Many other Trump advisers, including former attorney-general Bill Barr, had revealed earlier in the week how they repeatedly tried to debunk Trump’s claims of a stolen election.
But in a grievance-fuelled address lasting almost 90 minutes, Trump said he simply wanted Pence to send the votes back to state legislatures because of the electoral “fraud” he claims took place.
“He had a chance to be, frankly, historic,” Trump said of Pence. “But just like Bill Barr and the rest of these weak people … he did not have the courage to act.”
The former president also took aim at the committee itself, accusing the group of editing video depositions and taking witness statements out of context in order to create a “fake and phony narrative and a chilling attempt to weaponise the justice system against their political opponents”.

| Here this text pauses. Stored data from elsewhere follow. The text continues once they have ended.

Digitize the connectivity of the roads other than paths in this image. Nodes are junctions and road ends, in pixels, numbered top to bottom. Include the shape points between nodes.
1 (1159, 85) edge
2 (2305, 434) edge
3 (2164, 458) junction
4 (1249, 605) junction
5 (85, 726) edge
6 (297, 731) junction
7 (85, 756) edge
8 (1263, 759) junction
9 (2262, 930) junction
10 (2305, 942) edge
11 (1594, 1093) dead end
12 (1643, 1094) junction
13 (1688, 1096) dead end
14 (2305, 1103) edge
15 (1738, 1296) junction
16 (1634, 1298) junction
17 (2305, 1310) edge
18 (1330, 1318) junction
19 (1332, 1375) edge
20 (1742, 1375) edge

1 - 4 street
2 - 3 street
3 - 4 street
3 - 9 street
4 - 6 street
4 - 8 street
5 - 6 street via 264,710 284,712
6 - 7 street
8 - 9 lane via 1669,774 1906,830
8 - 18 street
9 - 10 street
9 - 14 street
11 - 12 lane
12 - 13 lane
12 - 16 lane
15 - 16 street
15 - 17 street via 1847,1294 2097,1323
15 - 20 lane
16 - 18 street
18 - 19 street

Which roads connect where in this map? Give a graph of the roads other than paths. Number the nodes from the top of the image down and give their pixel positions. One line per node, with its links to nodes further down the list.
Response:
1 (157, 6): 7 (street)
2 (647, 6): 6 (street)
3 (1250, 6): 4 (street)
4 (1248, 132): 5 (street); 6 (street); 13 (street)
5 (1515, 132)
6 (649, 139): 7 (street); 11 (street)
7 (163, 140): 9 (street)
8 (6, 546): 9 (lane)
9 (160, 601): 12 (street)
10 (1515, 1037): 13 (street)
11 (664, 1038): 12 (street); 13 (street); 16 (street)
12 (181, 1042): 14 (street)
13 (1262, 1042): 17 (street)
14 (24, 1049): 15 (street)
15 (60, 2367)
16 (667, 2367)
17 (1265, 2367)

“What happened on January 6 was a simple protest that got out of hand,” he said. “And they never show the size of the crowd. I believe it was the largest number of people I’ve ever spoken to. I’m not talking about the very small percentage of people who went down to the Capitol, many of whom did nothing wrong … I’m talking about the crowd I spoke to before [at the rally that preceded the attack].”
Trump’s speech was the seventh time he appeared at the Faith and Freedom conference, an annual conservative gathering that bills itself as America’s “premiere pro-faith, pro-family event” and is designed to “empower conservative activists to fight for their values at the polls”.
The former president has repeatedly said he would wait until after the midterms – when the Republicans are expected to regain control of Congress – to announce if he would run for president again.
The findings of the committee’s probe could end up having an impact on such an announcement, particularly if it leads to a criminal investigation into Trump by the Department of Justice.
Others in Trump’s orbit have already found themselves in legal turmoil as a result of the committee’s work, such as former White House trade adviser Peter Navarro, who pleaded not guilty to contempt of Congress charges on Friday after not co-operating with the January 6 investigation.
The committee’s fourth hearing will take place on Tuesday and is likely to feature testimony from Georgia Secretary of State Brad Raffensperger and his top deputy Gabriel Sterling.
Raffensperger is the electoral official who famously rebuffed Trump’s pressure to simply “find” enough votes to help reverse his defeat in Georgia – the once Republican state that ultimately handed Biden control of the White House after it flipped to the Democrats in 2020. Sterling, meanwhile, was an outspoken critic of Trump’s claims of fraud.